2. Allowing a Junk Drawer to be . . . Junky
Clutter that starts in a simple junk drawer seems to somehow be able to take over the entire kitchen in a matter of days. Keep it in control by making the drawer space more purposeful. “The simplest way to organize drawers is by creating boundaries,” says Murphy. Divide drawer storage into groups – measuring cups, frequently used tools, pens and notebooks, storage essentials like twist ties or rubber bands, etc. “Then, implement drawer organizers so each category has its own space.”
3. Embracing a Shelving Strategy
Open shelving is such a trend now, but making it look neat and cohesive is the real trick to a Pinterest-worthy kitchen. “First, you’ll want to determine a color scheme or theme then “collect” items from around your kitchen and home that work,” says Murphy. Then, organize shelves by frequency of use. Higher shelves can hold stand-out items that are occasionally used, such as oversized pieces of Le Creuset or vases. Lower shelves should hold multiples of matching everyday items. Think stacks of cereal bowls or wine glasses.” And remember: Not everything has to be displayed on open shelves. A few closed-door cabinets are the secret to success. “Keep your beloved, mismatched coffee mugs behind the cabinet doors,” advises Murphy.

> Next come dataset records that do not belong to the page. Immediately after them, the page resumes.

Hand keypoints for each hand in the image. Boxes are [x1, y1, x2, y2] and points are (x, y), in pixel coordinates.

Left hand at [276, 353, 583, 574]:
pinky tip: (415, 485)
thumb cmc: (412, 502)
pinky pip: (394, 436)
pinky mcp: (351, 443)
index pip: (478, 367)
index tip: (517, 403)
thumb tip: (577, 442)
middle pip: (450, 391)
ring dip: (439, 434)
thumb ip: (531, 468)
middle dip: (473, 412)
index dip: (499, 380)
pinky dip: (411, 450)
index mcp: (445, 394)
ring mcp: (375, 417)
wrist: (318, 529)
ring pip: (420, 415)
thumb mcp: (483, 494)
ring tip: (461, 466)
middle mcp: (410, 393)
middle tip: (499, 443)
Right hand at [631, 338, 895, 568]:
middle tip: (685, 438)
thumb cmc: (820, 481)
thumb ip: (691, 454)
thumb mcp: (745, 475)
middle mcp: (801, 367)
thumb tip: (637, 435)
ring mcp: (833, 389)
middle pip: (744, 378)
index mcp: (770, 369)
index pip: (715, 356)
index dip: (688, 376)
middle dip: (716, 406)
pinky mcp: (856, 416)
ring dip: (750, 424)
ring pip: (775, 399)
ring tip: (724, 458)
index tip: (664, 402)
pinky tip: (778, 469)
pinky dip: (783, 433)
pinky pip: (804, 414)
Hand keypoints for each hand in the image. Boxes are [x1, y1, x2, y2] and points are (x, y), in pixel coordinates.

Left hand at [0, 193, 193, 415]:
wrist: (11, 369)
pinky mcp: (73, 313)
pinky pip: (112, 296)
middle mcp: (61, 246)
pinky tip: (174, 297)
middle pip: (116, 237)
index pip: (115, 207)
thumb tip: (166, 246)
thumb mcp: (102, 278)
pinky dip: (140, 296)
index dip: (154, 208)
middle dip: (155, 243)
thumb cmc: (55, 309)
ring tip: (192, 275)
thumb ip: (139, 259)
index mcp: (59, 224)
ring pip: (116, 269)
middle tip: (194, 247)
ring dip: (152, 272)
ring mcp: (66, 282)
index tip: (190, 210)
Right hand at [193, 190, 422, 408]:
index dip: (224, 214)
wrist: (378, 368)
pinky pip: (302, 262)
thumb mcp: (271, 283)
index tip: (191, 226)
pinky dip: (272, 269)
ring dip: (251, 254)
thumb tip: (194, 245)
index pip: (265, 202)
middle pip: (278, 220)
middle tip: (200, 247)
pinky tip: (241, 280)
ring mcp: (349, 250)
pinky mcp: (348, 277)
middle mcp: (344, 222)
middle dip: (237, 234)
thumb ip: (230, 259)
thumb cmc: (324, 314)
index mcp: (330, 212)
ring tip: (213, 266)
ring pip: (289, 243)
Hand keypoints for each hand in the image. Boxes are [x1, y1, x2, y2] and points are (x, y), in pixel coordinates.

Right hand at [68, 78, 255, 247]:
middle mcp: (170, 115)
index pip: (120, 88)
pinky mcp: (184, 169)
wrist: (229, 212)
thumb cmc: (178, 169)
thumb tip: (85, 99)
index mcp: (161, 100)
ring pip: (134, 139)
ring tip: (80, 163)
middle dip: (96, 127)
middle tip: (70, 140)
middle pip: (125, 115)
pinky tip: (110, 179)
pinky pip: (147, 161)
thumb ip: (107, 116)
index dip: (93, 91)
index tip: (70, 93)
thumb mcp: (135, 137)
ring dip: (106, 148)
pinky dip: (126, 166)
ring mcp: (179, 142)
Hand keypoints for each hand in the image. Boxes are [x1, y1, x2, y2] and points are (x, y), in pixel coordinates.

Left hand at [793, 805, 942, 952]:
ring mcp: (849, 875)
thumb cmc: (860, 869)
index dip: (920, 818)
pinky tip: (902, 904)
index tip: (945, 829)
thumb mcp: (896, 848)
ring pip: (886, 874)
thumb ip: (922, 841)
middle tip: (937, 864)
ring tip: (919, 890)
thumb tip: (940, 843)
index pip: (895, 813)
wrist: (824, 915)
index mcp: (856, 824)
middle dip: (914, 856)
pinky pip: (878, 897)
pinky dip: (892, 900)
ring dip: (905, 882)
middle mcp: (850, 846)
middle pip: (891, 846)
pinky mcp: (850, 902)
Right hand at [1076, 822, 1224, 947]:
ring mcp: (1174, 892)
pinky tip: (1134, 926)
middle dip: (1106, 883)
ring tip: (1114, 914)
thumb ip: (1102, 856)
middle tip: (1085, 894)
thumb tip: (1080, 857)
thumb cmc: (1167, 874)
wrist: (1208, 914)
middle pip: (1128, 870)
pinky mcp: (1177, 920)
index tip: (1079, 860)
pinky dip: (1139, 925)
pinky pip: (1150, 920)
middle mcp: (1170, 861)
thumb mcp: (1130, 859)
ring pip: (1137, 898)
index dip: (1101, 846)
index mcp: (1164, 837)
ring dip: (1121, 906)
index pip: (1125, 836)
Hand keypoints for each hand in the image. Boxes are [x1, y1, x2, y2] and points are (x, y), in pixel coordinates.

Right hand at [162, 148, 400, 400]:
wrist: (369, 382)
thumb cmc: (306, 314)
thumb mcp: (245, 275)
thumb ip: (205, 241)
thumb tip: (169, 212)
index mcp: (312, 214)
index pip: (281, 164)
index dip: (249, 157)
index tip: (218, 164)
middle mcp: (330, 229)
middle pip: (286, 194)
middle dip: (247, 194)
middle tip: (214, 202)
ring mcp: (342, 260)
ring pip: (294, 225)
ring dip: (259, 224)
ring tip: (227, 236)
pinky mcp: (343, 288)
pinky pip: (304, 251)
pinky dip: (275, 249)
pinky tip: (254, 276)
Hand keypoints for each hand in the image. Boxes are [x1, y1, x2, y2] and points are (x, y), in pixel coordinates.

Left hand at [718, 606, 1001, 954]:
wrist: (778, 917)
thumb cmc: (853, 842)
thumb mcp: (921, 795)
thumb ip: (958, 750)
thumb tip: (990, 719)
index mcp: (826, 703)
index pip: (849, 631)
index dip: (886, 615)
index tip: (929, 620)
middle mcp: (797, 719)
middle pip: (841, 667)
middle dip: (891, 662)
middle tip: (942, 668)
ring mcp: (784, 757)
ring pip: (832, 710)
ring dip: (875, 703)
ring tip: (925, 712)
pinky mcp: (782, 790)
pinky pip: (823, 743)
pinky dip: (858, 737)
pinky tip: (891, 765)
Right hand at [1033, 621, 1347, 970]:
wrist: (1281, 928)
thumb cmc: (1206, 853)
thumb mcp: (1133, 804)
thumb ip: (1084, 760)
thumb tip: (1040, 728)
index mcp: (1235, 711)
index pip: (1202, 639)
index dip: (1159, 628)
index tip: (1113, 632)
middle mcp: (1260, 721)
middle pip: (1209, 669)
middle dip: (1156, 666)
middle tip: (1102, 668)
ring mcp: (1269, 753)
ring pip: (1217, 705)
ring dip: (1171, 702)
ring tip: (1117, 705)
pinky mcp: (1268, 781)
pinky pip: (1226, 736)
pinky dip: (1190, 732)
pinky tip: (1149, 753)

The biggest mistake in kitchen organizing is neglecting to completely empty out your cupboards and drawers,” says Murphy.
4. Keeping Too Many Appliances Out on the Counter
Of course you love your Instant Pot to pieces and couldn’t live without your food processor, but appliances can pile up on the countertop and leave your kitchen feeling smaller than it actually is. Instead, store countertop machines together in a cabinet, putting frequently used appliances front and center so they’re easy to get out (and put away). Then, and this is the real trick, implement small labeled bins for appliance parts, suggest Murphy. So, your Instant Pot steamer insert can live alongside the instruction booklet and the extra sealing rings!
5. Forgetting the Fridge Factor
It may exist behind closed doors, but organizing your refrigerator can offer a huge return on organizational investment. The sight of a super-organized fridge can soothe your soul on the most frantic of mornings and food won’t spoil inside just because you can’t see it. When it comes to keeping your refrigerator organized, visibility is key. “Use transparent, stackable containers to store leftovers and implement clear, labeled bins to corral items like cheese or lunchmeat,” says Murphy. Since you access the fridge every day, it’s an ongoing project, not a one-and-done moment. “Don’t forget to do a quick reorg before you put away your weekly grocery haul.”